One of the best ways to not let your New Year's resolutions fade is to mix up your workouts to keep them fresh and fun. Lindsey Smith of Moxie Strength & Nutrition showed us one of the newest workout trends gracing group fitness studios across the Twin Cities, Barre (pronounced ‘bar').

Barre is a combination of pilates, yoga, dance and functional strength training to sculpt, strengthen and lengthen your muscles.

Workout:

Perform each move for 30-60 second intervals. Repeat entire sequence 3 times.

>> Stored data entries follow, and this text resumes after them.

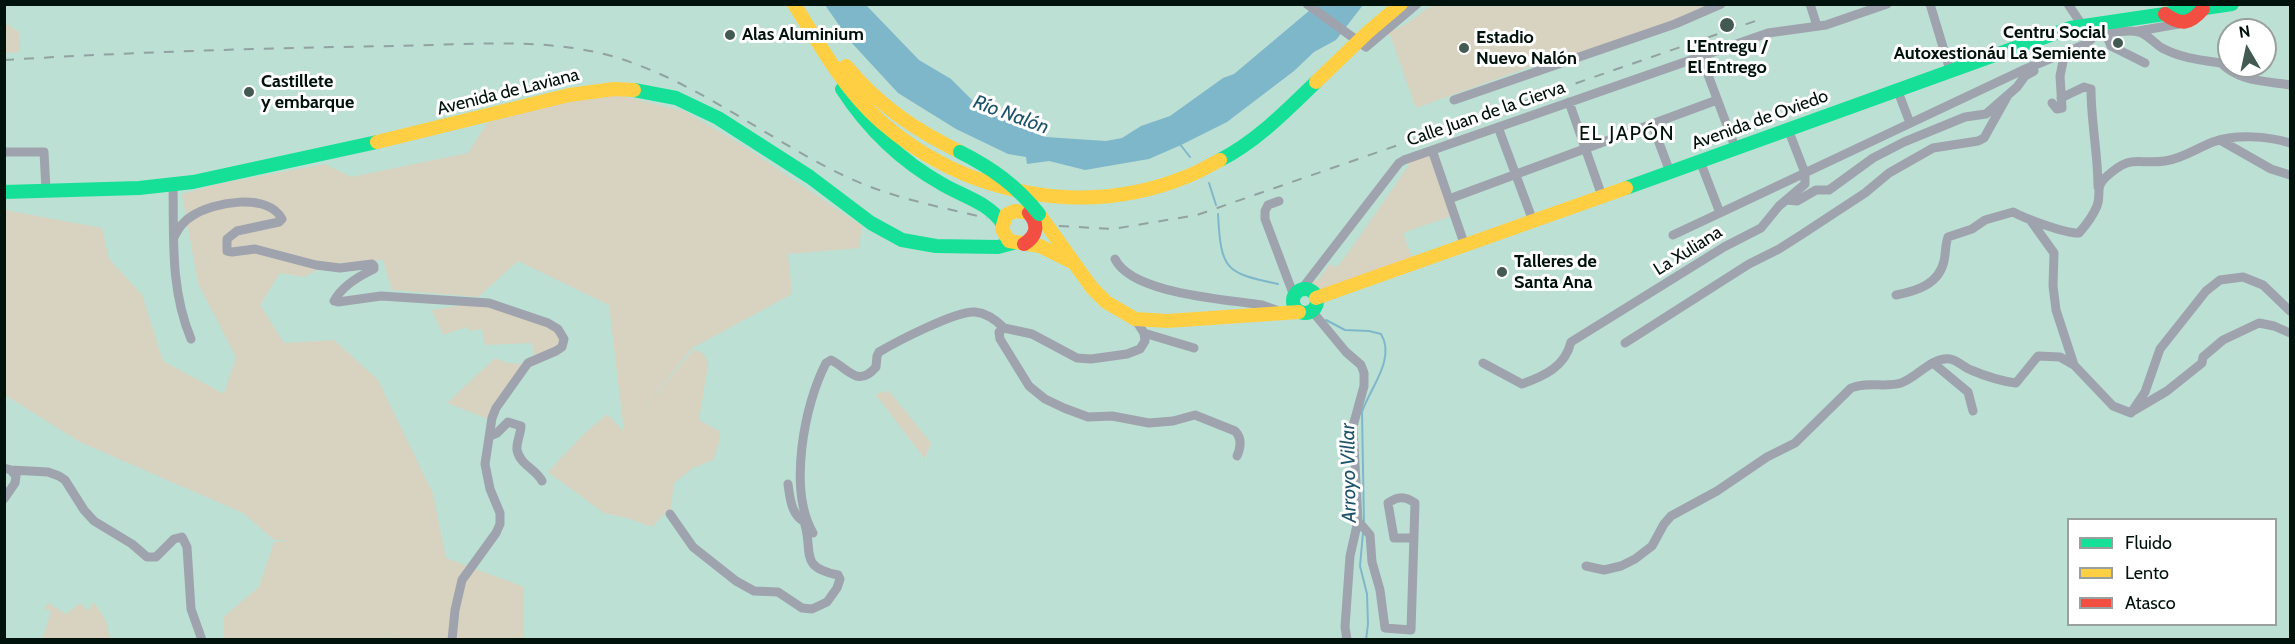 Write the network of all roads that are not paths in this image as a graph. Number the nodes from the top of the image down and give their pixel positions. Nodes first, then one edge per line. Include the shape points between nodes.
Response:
1 (1307, 4) edge
2 (1401, 4) edge
3 (1417, 4) edge
4 (1721, 4) edge
5 (1810, 4) edge
6 (1887, 4) edge
7 (1930, 4) edge
8 (2068, 4) edge
9 (2232, 4) edge
10 (798, 8) edge
11 (2189, 14) edge
12 (1822, 25) junction
13 (2082, 25) junction
14 (2136, 31) junction
15 (2101, 34) junction
16 (2064, 54) junction
17 (1701, 56) junction
18 (2145, 63) dead end
19 (1950, 70) junction
20 (2290, 85) edge
21 (1897, 89) junction
22 (2008, 95) junction
23 (1454, 100) dead end
24 (1717, 100) junction
25 (1569, 102) junction
26 (1910, 123) junction
27 (1652, 124) junction
28 (1498, 127) junction
29 (1788, 129) junction
30 (2220, 140) junction
31 (2290, 142) edge
32 (1735, 147) junction
33 (1585, 149) junction
34 (1432, 150) junction
35 (4, 152) edge
36 (1700, 161) junction
37 (1670, 172) junction
38 (1805, 173) junction
39 (1516, 175) junction
40 (2290, 175) edge
41 (173, 184) junction
42 (2098, 187) junction
43 (46, 190) junction
44 (4, 192) edge
45 (1602, 196) junction
46 (1449, 199) junction
47 (1786, 200) junction
48 (1279, 201) dead end
49 (1034, 213) junction
50 (1720, 213) junction
51 (1533, 221) junction
52 (2031, 221) junction
53 (1003, 226) junction
54 (1674, 235) dead end
55 (174, 237) junction
56 (1019, 244) junction
57 (983, 246) junction
58 (1466, 246) junction
59 (1115, 259) dead end
60 (1074, 263) junction
61 (1896, 295) dead end
62 (1305, 298) junction
63 (1270, 311) junction
64 (2290, 311) edge
65 (1135, 319) junction
66 (1004, 328) junction
67 (1144, 333) junction
68 (2290, 333) edge
69 (191, 339) dead end
70 (1625, 343) dead end
71 (1194, 348) dead end
72 (1483, 363) dead end
73 (1933, 363) junction
74 (2074, 364) junction
75 (1973, 411) dead end
76 (2131, 413) junction
77 (490, 436) junction
78 (1237, 456) dead end
79 (8, 469) edge
80 (542, 480) dead end
81 (788, 484) dead end
82 (4, 499) edge
83 (670, 514) dead end
84 (1359, 522) junction
85 (805, 523) junction
86 (813, 533) dead end
87 (1413, 538) junction
88 (1586, 566) dead end
89 (202, 639) edge
90 (452, 639) edge
91 (1347, 639) edge

1 - 3 street via 1366,47
2 - 10 street, bridge via 1253,140 1203,170 1175,181 1093,199 1006,190 975,180 923,154 899,138 858,97
4 - 23 street via 1675,24
5 - 12 street
6 - 12 street, Calle Juan de la Cierva
7 - 19 street
8 - 13 street
9 - 11 street
10 - 49 street, bridge via 872,96 904,122 1002,174 1020,191
10 - 53 street via 835,78 867,127 944,186 991,209
11 - 13 street, Avenida de Oviedo
11 - 14 street
12 - 17 street, Calle Juan de la Cierva via 1768,33
13 - 15 street
13 - 19 street, Avenida de Oviedo
14 - 15 street
14 - 20 street via 2175,54 2221,63 2245,78
15 - 16 street
15 - 18 street via 2111,46
16 - 22 street via 2025,76
16 - 26 street
16 - 42 street via 2057,100 2084,87 2091,88
17 - 24 street
17 - 25 street, Calle Juan de la Cierva
19 - 21 street, Avenida de Oviedo
21 - 26 street
21 - 29 street, Avenida de Oviedo
22 - 47 street via 1986,114 1943,125 1873,158 1829,190 1816,190 1797,201
22 - 70 street via 1984,138 1933,148 1889,173 1779,249
24 - 27 street
24 - 32 street
25 - 28 street, Calle Juan de la Cierva
25 - 33 street
26 - 38 street
27 - 33 street
27 - 37 street
28 - 34 street, Calle Juan de la Cierva
28 - 39 street
29 - 32 street, Avenida de Oviedo
29 - 38 street
30 - 31 street
30 - 40 street via 2271,169
30 - 42 street via 2167,161 2133,160 2104,178
32 - 36 street, Avenida de Oviedo
33 - 39 street
33 - 45 street
34 - 46 street
34 - 62 street, Calle Juan de la Cierva via 1399,163
35 - 43 street via 44,152
36 - 37 street, Avenida de Oviedo
36 - 50 street
37 - 45 street, Avenida de Oviedo
38 - 47 street, La Xuliana via 1806,184
38 - 50 street
39 - 46 street
39 - 51 street
41 - 43 street, Avenida de Laviana
41 - 55 street
41 - 57 street, Avenida de Laviana via 216,179 567,94 637,89 672,98 726,123 821,184 874,226 903,241 929,246
42 - 52 street via 2094,213 2079,233
43 - 44 street, Avenida de Laviana
45 - 51 street, Avenida de Oviedo
46 - 58 street
47 - 72 street, La Xuliana via 1761,228 1571,342 1561,364 1542,377 1522,384
48 - 62 street via 1268,205 1265,219
49 - 53 street via 1012,212
49 - 56 street via 1034,236
49 - 60 street
50 - 54 street
51 - 58 street, Avenida de Oviedo
52 - 61 street via 2013,212 1948,237 1941,274 1915,291
52 - 74 street via 2054,253 2056,310
53 - 56 street via 1004,235
53 - 57 street via 993,242
55 - 69 street via 176,292
55 - 77 street via 181,224 194,214 229,202 264,204 282,219 237,231 227,239 227,251 255,249 340,268 372,264 374,269 335,297 338,302 381,296 489,303 548,322 564,339 562,346 528,363 496,408
56 - 57 street, Avenida de Laviana
56 - 60 street via 1040,246
58 - 62 street, Avenida de Oviedo
59 - 63 street via 1125,273 1145,284 1262,305
60 - 65 street via 1106,302
62 - 63 street, Avenida de Oviedo
62 - 84 street via 1364,373 1353,426
63 - 65 street, Avenida de Oviedo via 1167,321
64 - 76 street via 2263,285 2243,277 2220,280 2206,291 2160,349 2145,392
65 - 67 street
66 - 67 street via 1032,334 1077,358 1091,359 1140,349
66 - 78 street via 1000,339 1029,386 1045,399 1088,417 1112,416 1149,423 1195,415 1235,431 1240,443
66 - 85 street via 983,314 968,312 885,348 877,356 876,367 865,376 855,376 831,360 826,363 802,440 800,496
67 - 71 street
68 - 76 street via 2259,323 2223,340 2176,384
73 - 74 street via 1951,359 1970,370 2016,383 2038,356 2060,357
73 - 75 street via 1968,392
73 - 88 street via 1902,382 1851,388 1795,443 1671,516 1652,546 1635,559 1604,570
74 - 76 street via 2113,406
77 - 80 street via 508,422 521,426 518,452
77 - 90 street via 485,464 500,524 462,580
79 - 82 street via 15,476 15,483
79 - 89 street via 48,472 65,480 91,518 147,557 156,557 174,539 182,537 188,547 191,609
81 - 85 street via 790,503
83 - 85 street via 693,547 736,580 758,592 780,593 808,609 827,602 840,579 838,575 822,572 810,560
84 - 87 street via 1370,535 1385,628 1411,630
84 - 91 street via 1350,556
85 - 86 street
87 - 87 street via 1394,538 1388,503 1396,498 1415,503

1. Second Positon Plié Squat Pulses – working legs and inner thighs

a. Option: Raise heels off ground

2. Second Positon Plié Squat Isometric Hold – working legs and inner thighs

a. Option: Raise heels off ground

{Notes for Second Positon Plié Squats: Wide squat, feet wider than hip width distance apart; heels in toes out. Option to raise heels off ground transferring weight to balls of feet. Slide back down wall keep rear and core pulled in tight. Arms straight out in front of you or at hear center.}

3. Chair Balance Knee Pulls – working outer glutes (rear) and obliques

a. Option: Raise heel off ground of standing leg

b. Option: Add weight to working arm for additional shoulder work

{Notes for Chair Balance Knee Pulls: Hold onto chair back, balance on standing leg with a small micro-bend in standing leg; option to raise heel of standing leg off ground. Float working leg to side, pull knee of working leg towards elbow performing a side oblique crunch. Subsequently, extend working leg long engaging outer glutes (rear) while pressing working arm overhead; option to add weight to working arm to engage shoulder as well. Repeat on other side/leg as well.}

4. Arabesque Straight Leg and Arm Raises – working glutes (rear), hamstrings (back of leg) and triceps (back of arm)

a. Option: : Raise heel off ground of standing leg

b. Option: Add weight to working arm for additional tricep work

{Notes for Arabesque Straight Leg and Arm Raises: Hold onto chair back, hinge at hips and lower torso parallel to the ground. Balance on standing leg with a small micro-bend in standing leg; option to raise heel of standing leg off ground. Raise working leg towards ceiling (from ground to hip height) while keeping hips squared off parallel towards the ground. Arm corresponds to leg lifts also performing small straight arm lifts, option to add weight, to work triceps. Repeat on other leg/arm as well.}

Raise the ‘barre' in 2015 with this body sculpting workout!